Christopher Martin-Jenkins

27 June 1998


WHAT did Graeme Hick do wrong? How can they continue to ignore Robin Smith? Bring back Andy Caddick and Phil Tufnell! Pick the young ones: Michael Vaughan, Ben Hollioake, Darren Maddy, Andrew Flintoff, Ashley Giles . . . and so on. If a humble cricket correspondent is bombarded with solutions to England's defeat at Lord's, how much larger must be the postbag of the official selectors? writes Christopher Martin-Jenkins.

Arriving with sacks like four differently shaped versions of Father Christmas, David Graveney, Graham Gooch, Mike Gatting and Alec Stewart get together at a London hotel this evening to pick a side for the third Test at Old Trafford, starting next Thursday.

Logical thinking is required if England are to find the right combination to defeat South Africa. Unless the tables are turned at once, another major series will be effectively lost because, assuming improved weather, there will be a result within five days for sure. The last two Manchester Tests have been over comfortably inside five days.

England's batting has failed lamentably in two of their last three games but it is too early for the selectors to change their mind about the top six they originally selected for the match in between, at Edgbaston. Unfortunately, although Mark Butcher is expected to be fit, Nasser Hussain has sustained a hamstring injury. Time will tell if this opens a path back for Hick.

What the selectors must and clearly will not do is to give any suggestion of panic. The simplest and best solution is probably for them to revert to the strategy which might have brought a victory in the first Test at Edgbaston had it not been for rain on the final day.

Assuming his bruised thumb does not inhibit him in a club match in the Surrey Championship today and an AXA match tomorrow, Butcher will surely return in place of Steve James, who was not out of his depth at Lord's. Darren Gough, who plays for Yorkshire against Cambridge University over the next three days, should take over again from Dean Headley.

That will give England two things they missed at Lord's, a genuine fast bowler and a left-handed opening batsman to disrupt the line of Allan Donald and Shaun Pollock. Probably the only other position which the selectors ought to be considering is that of the second all-rounder (Stewart being the first) at No 7. Mark Ealham has had two modest Test matches and, sturdy cricketer that he is, he may just fall short of being a genuine Test-class cricketer in either role.
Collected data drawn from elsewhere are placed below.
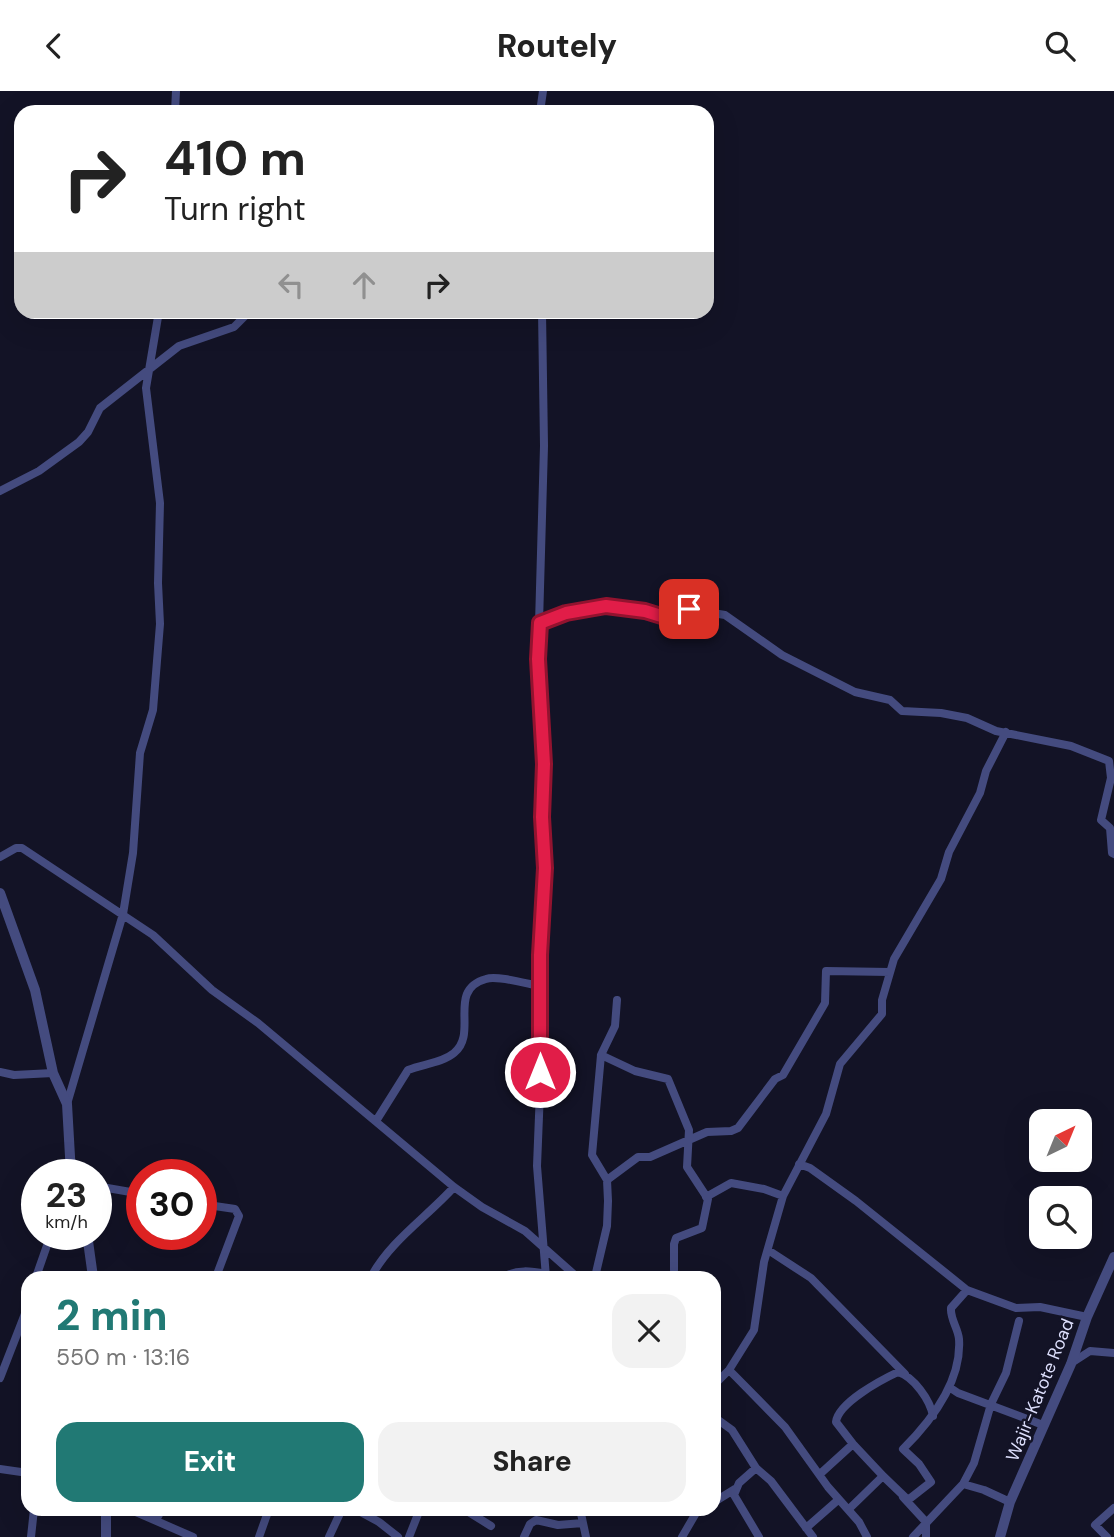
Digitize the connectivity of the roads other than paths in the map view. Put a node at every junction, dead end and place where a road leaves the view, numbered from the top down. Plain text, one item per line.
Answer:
1 (158, 319) edge
2 (242, 319) edge
3 (542, 319) edge
4 (149, 368) junction
5 (0, 491) edge
6 (540, 623) junction
7 (1006, 732) junction
8 (1114, 854) edge
9 (0, 857) edge
10 (0, 893) edge
11 (123, 914) junction
12 (890, 972) junction
13 (540, 986) junction
14 (617, 1000) dead end
15 (601, 1055) junction
16 (0, 1072) edge
17 (53, 1073) junction
18 (67, 1104) junction
19 (376, 1121) junction
20 (690, 1137) junction
21 (70, 1159) edge
22 (799, 1164) junction
23 (607, 1180) junction
24 (454, 1187) junction
25 (783, 1196) junction
26 (706, 1197) junction
27 (217, 1206) edge
28 (543, 1246) junction
29 (45, 1250) edge
30 (89, 1250) edge
31 (768, 1250) junction
32 (1114, 1257) edge
33 (674, 1270) dead end
34 (38, 1271) edge
35 (92, 1271) edge
36 (218, 1271) edge
37 (375, 1271) edge
38 (546, 1271) edge
39 (570, 1271) edge
40 (596, 1271) edge
41 (967, 1290) junction
42 (1087, 1317) junction
43 (1019, 1321) dead end
44 (21, 1324) edge
45 (1114, 1353) edge
46 (1071, 1364) junction
47 (729, 1370) junction
48 (905, 1375) junction
49 (0, 1378) edge
50 (721, 1378) edge
51 (949, 1388) junction
52 (991, 1404) junction
53 (933, 1416) junction
54 (721, 1422) edge
55 (1043, 1425) junction
56 (853, 1444) junction
57 (756, 1468) junction
58 (0, 1469) edge
59 (21, 1472) edge
60 (820, 1474) junction
61 (883, 1476) junction
62 (963, 1484) junction
63 (735, 1489) junction
64 (721, 1498) edge
65 (838, 1500) junction
66 (1010, 1502) junction
67 (1114, 1508) edge
68 (849, 1509) junction
69 (33, 1516) edge
70 (106, 1516) edge
71 (146, 1516) edge
72 (158, 1516) edge
73 (266, 1516) edge
74 (339, 1516) edge
75 (368, 1516) edge
76 (418, 1516) edge
77 (475, 1516) edge
78 (582, 1516) edge
79 (694, 1516) edge
80 (156, 1520) junction
81 (926, 1522) junction
82 (583, 1523) junction
83 (491, 1526) dead end
84 (806, 1528) junction
85 (866, 1534) edge
86 (1104, 1536) edge
87 (31, 1537) edge
88 (106, 1537) edge
89 (193, 1537) edge
90 (259, 1537) edge
91 (329, 1537) edge
92 (398, 1537) edge
93 (410, 1537) edge
94 (524, 1537) edge
95 (586, 1537) edge
96 (682, 1537) edge
97 (759, 1537) edge
98 (813, 1537) edge
99 (857, 1537) edge
100 (914, 1537) edge
101 (926, 1537) edge
102 (1000, 1537) edge

1 - 4 street
2 - 4 street
3 - 6 street
4 - 5 street
4 - 11 street
6 - 7 street
6 - 13 street
7 - 8 street
7 - 12 street
9 - 11 street
10 - 17 street
11 - 18 street
11 - 19 street
12 - 20 street
12 - 22 street
13 - 19 street
13 - 28 street
14 - 15 street
15 - 20 street
15 - 23 street
16 - 17 street
17 - 18 street
18 - 21 street
19 - 24 street
20 - 23 street
20 - 26 street
22 - 25 street
22 - 41 street
23 - 40 street
24 - 28 street
24 - 37 street
25 - 26 street
25 - 31 street
26 - 33 street
27 - 36 street
28 - 38 street
28 - 39 street
29 - 34 street
30 - 35 street
31 - 47 street
31 - 48 street
32 - 42 street, Wajir-Katote Road
41 - 42 street
41 - 51 street
42 - 46 street, Wajir-Katote Road
43 - 52 street
44 - 49 street
45 - 46 street
46 - 55 street, Wajir-Katote Road
47 - 50 street
47 - 60 street
48 - 53 street
48 - 56 street
51 - 52 street
51 - 53 street
52 - 55 street
52 - 62 street
53 - 61 street
54 - 57 street
55 - 66 street, Wajir-Katote Road
56 - 60 street
56 - 61 street
57 - 63 street
57 - 84 street
58 - 59 street
60 - 65 street
61 - 68 street
61 - 81 street
62 - 66 street
62 - 81 street
63 - 64 street
63 - 97 street
65 - 68 street
65 - 84 street
66 - 102 street, Wajir-Katote Road
67 - 86 street
68 - 85 street
69 - 87 street
70 - 88 street
71 - 80 street
72 - 80 street
73 - 90 street
74 - 91 street
75 - 92 street
76 - 93 street
77 - 83 street
78 - 82 street
79 - 96 street
80 - 89 street
81 - 100 street
81 - 101 street
82 - 94 street
82 - 95 street
84 - 98 street
85 - 99 street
The alternatives are several. I would narrow it down to Ben Hollioake and the unconsidered Graham Rose but cases could be made, too, for Mark Alleyne, another late developer and, if the preference is for a batsman who only bowls a bit, for Adam Hollioake or the powerful 19-year-old Lancastrian, Andrew Flintoff.

This is where it becomes essential to consider the likely conditions at Old Trafford. Pitches there this season have favoured seam bowling, as Peter Martin amply demonstrated with some constantly threatening bowling only two days ago. The moisture has had most do to with that and it will have to become hot and dry quite soon for the pitch to become one of those hard Manchester surfaces which tend to suit quick bowlers and wrist spinners. On the other hand, England must recall how quickly conditions changed there once the sun came out last year.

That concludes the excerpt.